What if you had a child? A family to come home to, to provide for? How would you weigh between reporting an error you’ve made on your patient, lethal or nonlethal, for the good of the order, and choosing not to report in order to preserve the life you currently lead? Radonda Vaught’s case forces healthcare workers to look within themselves; an intense moral feat that must be met within a matter of minutes; seconds, truly. But the undeniable force of human nature exists within us all, extending to the most complex ethical dilemmas that bring about this moral feat.

However often one engrains the aspect of selflessness into an individual, that individual will still opt to do what is best for their livelihood, whether that be their family or the rest of their life’s worth. Now that such security of maintaining this livelihood is threatened, an obvious backfiring result will arise from the matter. It is not like the threat of prison will stop medical mistakes from ever happening again; we are all human and subject to errors of mass proportions. However, the one constant factor to our nature happens to be our understandable tendency for self-preservation. Now that healthcare workers know of this threat, it is likely that self-preservation will prevail above all, and patient safety is likely to be at higher risk more often. If we are referring to medical society’s contribution to progress, innovative approaches to healthcare will stall at the disjunction between sufficient reporting of errors and systemic improvements in response to those errors, since there will be very little to properly evaluate and resolve.

This is a likely aspect, especially within the nursing profession, as a majority of nursing occupations are held by individuals whose life circumstances propose a need for preservation of some component; a stellar example comes in a 2018 report in which the U.S. Census Bureau identified 1.1 million working mothers as registered nurses. The assumed priority of a mother’s secrecy against the procedures of their work would, in this example, exist for the sake of their ability to care for their child.

At the end of the day, Vaught’s subjection to the justice system spurs questions of what will happen to the world of medical practice. Many often wonder: what transformations will arise from this precedent? How much worse will the nursing shortage be? How will this affect statistics outlining patient safety, as well as nurse-to-patient ratios? What is the true authority or validity of a professional board when an error will be evaluated on the legal level anyway?

I, upon the many conversations I’ve had with medical professionals, now find that it goes even deeper: what does Vaught’s case most emphasize about human nature? Will we, as patients, really be able to establish the same virtue of trust within our healthcare system? Was that ever really a security we should have adopted to begin with, since human nature has always prevailed above all, and really has only been dormant in the presence of an efficient professional system that doesn’t urge it so? Is it right for laws of government to attempt even nearly to encompass the ever-changing realm of medical practice, and furthermore, science?

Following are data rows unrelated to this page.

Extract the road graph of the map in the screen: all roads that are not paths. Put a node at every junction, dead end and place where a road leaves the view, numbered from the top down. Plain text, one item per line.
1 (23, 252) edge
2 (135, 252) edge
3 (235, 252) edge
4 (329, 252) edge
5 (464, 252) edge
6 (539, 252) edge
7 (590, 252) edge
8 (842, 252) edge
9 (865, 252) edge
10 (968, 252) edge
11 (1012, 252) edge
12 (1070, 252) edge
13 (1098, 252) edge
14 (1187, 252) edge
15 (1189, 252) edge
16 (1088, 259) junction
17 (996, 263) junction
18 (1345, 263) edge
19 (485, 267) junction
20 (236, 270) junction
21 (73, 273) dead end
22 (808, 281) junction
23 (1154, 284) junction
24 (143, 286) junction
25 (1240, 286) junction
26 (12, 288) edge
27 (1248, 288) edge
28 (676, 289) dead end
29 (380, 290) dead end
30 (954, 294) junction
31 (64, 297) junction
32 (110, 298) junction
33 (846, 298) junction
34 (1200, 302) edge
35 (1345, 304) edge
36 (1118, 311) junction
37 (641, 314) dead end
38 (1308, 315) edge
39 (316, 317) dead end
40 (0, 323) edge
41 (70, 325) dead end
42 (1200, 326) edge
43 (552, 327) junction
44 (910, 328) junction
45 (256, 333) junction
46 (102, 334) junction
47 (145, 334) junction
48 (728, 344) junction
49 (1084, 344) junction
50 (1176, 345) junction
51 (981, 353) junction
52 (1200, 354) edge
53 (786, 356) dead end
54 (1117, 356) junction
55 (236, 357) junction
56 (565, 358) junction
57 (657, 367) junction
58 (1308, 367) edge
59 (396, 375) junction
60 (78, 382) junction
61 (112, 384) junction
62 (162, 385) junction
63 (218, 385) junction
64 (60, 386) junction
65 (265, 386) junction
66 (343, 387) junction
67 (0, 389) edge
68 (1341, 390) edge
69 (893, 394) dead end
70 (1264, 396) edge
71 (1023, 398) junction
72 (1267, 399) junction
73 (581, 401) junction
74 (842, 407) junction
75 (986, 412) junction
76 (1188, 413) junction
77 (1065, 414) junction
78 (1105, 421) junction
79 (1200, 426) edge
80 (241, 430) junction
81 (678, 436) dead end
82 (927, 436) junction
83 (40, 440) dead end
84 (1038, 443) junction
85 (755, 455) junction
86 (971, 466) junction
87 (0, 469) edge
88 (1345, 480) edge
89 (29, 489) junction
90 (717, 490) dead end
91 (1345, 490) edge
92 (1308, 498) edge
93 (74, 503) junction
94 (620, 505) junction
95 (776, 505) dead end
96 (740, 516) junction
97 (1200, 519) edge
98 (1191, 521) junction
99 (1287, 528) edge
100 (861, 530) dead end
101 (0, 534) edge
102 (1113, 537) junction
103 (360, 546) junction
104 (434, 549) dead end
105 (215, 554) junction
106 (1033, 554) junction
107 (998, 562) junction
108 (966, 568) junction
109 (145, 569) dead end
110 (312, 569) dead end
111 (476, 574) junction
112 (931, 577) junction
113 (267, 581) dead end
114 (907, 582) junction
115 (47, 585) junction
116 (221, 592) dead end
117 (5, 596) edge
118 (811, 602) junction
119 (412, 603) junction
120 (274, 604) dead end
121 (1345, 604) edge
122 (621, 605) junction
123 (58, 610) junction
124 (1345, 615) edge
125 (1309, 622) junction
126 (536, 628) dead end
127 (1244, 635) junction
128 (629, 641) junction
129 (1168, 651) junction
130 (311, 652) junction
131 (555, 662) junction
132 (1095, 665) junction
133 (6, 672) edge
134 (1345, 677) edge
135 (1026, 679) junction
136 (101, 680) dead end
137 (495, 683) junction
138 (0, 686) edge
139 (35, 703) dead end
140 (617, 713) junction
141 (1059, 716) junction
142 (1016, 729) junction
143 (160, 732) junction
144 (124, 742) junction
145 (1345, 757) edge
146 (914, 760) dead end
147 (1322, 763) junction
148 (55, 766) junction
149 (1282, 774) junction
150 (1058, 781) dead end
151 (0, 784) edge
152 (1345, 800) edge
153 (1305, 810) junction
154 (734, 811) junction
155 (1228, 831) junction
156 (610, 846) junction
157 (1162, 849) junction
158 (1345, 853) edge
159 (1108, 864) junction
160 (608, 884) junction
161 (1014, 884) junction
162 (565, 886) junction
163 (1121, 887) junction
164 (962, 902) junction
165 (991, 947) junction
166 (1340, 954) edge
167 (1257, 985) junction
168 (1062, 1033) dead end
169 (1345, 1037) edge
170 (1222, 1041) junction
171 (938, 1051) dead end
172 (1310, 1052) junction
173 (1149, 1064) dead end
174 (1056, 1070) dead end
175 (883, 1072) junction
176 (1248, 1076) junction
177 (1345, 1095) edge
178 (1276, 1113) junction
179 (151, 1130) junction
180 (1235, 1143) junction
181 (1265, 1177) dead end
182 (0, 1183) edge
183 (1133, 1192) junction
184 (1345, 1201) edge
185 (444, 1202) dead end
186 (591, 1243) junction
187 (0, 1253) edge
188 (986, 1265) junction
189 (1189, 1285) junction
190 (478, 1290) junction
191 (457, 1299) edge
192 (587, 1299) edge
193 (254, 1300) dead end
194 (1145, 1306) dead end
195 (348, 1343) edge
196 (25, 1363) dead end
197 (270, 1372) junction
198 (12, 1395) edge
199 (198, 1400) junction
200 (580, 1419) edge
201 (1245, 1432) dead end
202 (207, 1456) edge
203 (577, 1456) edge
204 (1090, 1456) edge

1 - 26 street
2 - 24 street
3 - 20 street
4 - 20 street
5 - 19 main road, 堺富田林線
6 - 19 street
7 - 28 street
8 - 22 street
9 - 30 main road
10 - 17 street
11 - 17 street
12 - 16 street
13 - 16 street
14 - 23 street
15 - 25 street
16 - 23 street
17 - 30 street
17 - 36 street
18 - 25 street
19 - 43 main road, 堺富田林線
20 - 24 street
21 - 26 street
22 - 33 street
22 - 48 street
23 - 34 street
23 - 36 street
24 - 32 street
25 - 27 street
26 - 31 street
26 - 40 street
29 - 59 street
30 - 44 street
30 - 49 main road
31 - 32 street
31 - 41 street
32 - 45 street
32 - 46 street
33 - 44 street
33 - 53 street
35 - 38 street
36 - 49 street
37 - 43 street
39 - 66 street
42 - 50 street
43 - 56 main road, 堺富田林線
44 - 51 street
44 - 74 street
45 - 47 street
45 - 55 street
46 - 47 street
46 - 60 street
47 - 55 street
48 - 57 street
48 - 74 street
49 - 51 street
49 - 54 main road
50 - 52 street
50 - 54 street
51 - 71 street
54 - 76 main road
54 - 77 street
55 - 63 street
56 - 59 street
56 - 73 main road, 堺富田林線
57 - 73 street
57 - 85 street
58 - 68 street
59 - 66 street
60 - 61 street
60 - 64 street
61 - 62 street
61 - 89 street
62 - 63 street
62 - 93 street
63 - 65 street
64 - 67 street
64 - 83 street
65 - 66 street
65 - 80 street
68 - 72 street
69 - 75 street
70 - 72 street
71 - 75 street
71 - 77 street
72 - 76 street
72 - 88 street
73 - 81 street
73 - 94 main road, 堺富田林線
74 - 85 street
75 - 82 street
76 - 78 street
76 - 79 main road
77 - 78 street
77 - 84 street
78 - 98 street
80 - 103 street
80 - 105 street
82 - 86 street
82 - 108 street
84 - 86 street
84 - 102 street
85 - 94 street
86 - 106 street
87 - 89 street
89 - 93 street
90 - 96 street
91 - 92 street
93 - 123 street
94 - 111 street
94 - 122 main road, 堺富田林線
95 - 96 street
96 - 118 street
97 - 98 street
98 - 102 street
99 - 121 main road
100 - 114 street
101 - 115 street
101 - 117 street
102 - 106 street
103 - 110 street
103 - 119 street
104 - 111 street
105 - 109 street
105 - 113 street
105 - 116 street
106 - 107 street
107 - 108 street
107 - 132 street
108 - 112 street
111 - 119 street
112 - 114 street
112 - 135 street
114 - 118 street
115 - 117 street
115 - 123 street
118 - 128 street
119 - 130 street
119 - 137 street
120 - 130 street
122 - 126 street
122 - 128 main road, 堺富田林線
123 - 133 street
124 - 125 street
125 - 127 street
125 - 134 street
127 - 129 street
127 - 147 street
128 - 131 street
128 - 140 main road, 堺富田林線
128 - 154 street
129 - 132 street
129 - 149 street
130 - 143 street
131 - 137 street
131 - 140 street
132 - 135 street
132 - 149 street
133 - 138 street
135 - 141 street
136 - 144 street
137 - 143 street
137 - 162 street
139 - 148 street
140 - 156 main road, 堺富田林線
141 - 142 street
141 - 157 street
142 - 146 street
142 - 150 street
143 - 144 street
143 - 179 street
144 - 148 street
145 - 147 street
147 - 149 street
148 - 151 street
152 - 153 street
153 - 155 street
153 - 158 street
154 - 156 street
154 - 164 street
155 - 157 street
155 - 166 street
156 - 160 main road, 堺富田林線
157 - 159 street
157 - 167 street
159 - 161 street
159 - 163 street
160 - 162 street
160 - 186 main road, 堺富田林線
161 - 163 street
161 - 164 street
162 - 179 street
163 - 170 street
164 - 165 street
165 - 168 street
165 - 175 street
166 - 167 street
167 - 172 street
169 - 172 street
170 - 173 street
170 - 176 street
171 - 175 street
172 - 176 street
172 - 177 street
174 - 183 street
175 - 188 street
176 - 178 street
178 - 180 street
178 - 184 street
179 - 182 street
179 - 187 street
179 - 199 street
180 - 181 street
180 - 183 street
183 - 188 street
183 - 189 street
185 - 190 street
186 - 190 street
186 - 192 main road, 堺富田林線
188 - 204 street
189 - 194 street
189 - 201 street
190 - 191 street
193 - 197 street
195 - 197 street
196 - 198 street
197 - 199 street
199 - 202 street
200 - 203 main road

Radonda Vaught is an unfortunate victim to a confrontation between two different worlds; but as we move forward in the tension and inauspicious prospects of this disturbing precedent, it seems that an efficient approach we can utilize to reverse it in time happens to parallel to a process that has now been at stake: we must gather and learn, and we should seek to prevent by way of expanding our education and resources. Such is the inevitable way of the world, and though the room for error without consequences narrows largely, there is bound to be a sort of compensation or development that will aid healthcare practice in progressing to its previous efficiency.

How will it be done? I do not know. But at the end of the day, despite all punishments, laws, and warring principles, I do know and reaffirm this: our shortcomings, our errors—our mistakes, more than anything else, happen to bear the sweetest fruits of progress.

 

 

I extend my thanks to medical professionals Balbina Nasiff and Ysulin Parrado for wonderfully contributing to my analysis of this case.